Saved data entries:
**********
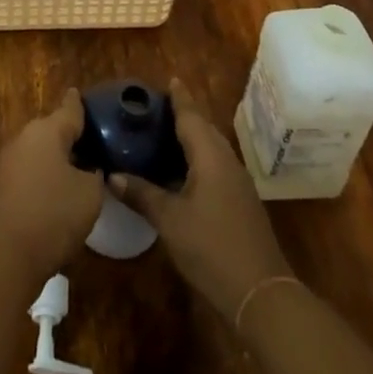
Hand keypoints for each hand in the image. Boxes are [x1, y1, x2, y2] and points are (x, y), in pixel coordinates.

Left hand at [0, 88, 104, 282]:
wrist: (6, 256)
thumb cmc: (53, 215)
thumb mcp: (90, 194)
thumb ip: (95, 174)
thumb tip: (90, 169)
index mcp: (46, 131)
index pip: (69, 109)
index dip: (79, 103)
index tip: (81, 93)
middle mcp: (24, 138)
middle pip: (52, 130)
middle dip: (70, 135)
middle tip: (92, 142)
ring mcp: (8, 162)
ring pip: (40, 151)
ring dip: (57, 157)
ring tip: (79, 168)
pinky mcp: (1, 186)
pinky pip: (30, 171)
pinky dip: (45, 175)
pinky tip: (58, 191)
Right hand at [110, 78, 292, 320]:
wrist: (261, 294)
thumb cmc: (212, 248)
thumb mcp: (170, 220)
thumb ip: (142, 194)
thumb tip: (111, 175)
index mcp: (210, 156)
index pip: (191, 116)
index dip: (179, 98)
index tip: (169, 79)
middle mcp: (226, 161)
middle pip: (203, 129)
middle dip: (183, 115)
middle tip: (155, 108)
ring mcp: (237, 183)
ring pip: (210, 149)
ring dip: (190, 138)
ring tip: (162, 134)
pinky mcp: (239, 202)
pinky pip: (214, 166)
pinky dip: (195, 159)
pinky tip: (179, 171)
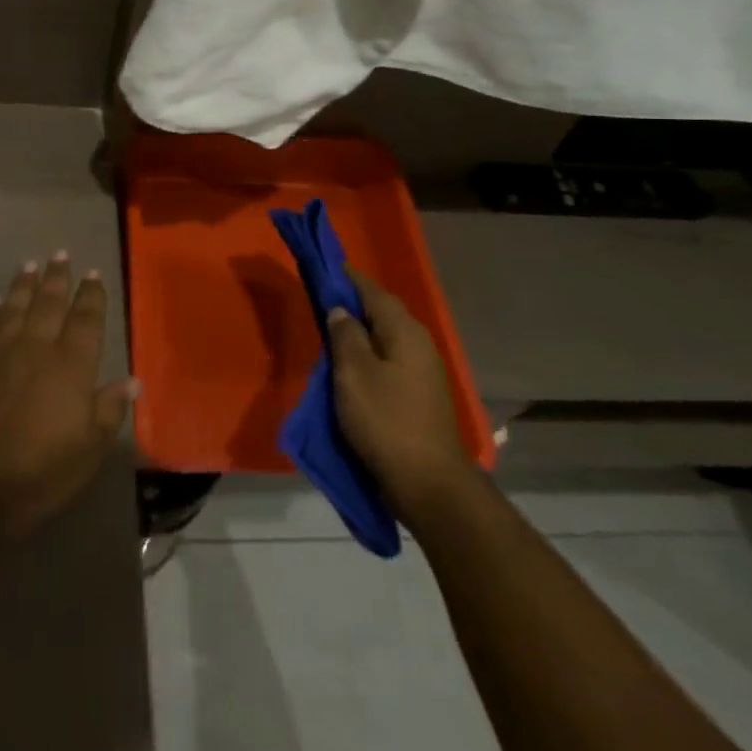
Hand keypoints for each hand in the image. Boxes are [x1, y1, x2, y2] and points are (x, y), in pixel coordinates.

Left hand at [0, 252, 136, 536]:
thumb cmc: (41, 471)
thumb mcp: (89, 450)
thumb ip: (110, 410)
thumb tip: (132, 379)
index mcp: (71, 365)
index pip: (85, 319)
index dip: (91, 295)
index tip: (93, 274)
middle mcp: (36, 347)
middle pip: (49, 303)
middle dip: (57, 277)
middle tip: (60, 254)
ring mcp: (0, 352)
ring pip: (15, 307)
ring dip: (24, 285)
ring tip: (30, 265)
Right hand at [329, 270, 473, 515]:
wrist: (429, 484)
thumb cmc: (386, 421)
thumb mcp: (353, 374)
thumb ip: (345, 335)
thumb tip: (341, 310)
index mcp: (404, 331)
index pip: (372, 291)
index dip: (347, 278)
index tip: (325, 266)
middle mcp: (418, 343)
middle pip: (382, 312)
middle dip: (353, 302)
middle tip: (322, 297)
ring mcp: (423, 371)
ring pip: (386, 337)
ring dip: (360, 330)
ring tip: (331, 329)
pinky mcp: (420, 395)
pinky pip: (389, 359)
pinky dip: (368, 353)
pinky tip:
**********
◆ **Exercise**
Taking the line with "ring tip: (30, 265)" as the first and the line with "ring dip: (360, 330)" as the last, retype that stretch of the data above exactly, with no other lines.

◆ **Task response**
ring tip: (30, 265)
Right hand at [329, 270, 473, 515]:
wrist: (429, 484)
thumb cmc: (386, 421)
thumb mcp: (353, 374)
thumb ip: (345, 335)
thumb tip: (341, 310)
index mcp: (404, 331)
index pip: (372, 291)
index dip: (347, 278)
index tip: (325, 266)
middle mcp: (418, 343)
middle pip: (382, 312)
middle dip: (353, 302)
middle tip: (322, 297)
ring mcp: (423, 371)
ring pip: (386, 337)
ring dip: (360, 330)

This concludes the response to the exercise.